By Mark Maske
The Washington Post
Super Bowl week is at hand and, as always, various rooting interests are in play as the country's biggest sporting event nears. But with the game set to be played for the first time on the supersized stage of the New York area in what could be the grandest and coldest Super Bowl ever, a significant number of onlookers are rooting for the host city.
Or at least they should be. Any hopes some might have of other cities with frosty winter weather and outdoor football stadiums — such as Washington — hosting future Super Bowls might rest on how things go in New York during the upcoming week.

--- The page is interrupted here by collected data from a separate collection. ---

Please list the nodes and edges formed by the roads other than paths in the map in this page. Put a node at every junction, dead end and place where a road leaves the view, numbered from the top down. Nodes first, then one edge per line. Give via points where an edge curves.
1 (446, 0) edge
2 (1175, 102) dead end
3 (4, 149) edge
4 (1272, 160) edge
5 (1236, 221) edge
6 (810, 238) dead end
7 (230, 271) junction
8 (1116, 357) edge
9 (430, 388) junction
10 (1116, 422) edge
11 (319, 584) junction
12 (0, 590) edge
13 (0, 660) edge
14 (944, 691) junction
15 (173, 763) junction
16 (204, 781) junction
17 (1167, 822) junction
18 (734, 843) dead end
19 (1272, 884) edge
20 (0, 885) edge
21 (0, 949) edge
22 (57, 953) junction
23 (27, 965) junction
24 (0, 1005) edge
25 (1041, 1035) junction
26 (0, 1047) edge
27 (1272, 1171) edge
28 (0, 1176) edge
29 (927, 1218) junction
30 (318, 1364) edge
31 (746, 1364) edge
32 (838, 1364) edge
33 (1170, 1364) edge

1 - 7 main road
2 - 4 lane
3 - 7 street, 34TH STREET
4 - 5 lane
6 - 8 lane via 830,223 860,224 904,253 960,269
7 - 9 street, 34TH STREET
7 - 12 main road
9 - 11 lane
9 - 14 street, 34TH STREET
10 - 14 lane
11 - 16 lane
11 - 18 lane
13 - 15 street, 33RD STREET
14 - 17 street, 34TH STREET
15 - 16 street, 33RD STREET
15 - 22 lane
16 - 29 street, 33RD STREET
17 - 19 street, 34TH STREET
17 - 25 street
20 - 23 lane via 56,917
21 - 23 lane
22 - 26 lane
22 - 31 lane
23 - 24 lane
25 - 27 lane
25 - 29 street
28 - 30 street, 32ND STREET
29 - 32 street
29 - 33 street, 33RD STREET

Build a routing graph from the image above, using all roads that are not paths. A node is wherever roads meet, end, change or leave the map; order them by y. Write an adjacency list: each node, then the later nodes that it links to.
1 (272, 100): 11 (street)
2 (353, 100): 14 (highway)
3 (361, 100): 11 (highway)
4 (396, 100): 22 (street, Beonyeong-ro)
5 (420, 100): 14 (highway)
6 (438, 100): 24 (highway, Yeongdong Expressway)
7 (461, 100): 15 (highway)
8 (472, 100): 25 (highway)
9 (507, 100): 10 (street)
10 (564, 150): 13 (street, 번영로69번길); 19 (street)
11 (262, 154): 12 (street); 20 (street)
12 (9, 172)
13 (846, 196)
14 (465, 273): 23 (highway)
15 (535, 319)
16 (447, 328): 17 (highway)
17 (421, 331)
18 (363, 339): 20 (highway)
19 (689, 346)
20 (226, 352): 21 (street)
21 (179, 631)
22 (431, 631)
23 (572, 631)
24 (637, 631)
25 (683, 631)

"Washington, Philadelphia, Boston, Baltimore are all asking, 'Is this something we can do?' " Green Bay Packers President Mark Murphy said in recently. "You'd be amazed how many fans and how many [Packers] shareholders here have asked the same thing."
Washington Redskins owner Daniel Snyder has expressed interest in bringing a Super Bowl to the Washington area. On the day the owners voted in May 2010 at a meeting in Irving, Texas., to award this Super Bowl to the New York area, Snyder said: "I think Washington should get one, no matter what. It is the nation's capital."
Redskins officials declined to comment on the issue in recent days, saying only that the team supported the combined Super Bowl bid by New York and New Jersey. But others in the league said virtually everyone in the NFL will be watching New York's Super Bowl week closely to see if a future outdoor Super Bowl in a cold-weather city is viable.
"I didn't go in there with the idea this would necessarily open the door to other cities," New York Giants co-owner John Mara said. "We were in the process of building a new stadium. Certainly the attraction to the other owners of the game being played in the media capital of the world was powerful. [But] I do think if we do a good job and all goes well, it will open the door to other cities, yes."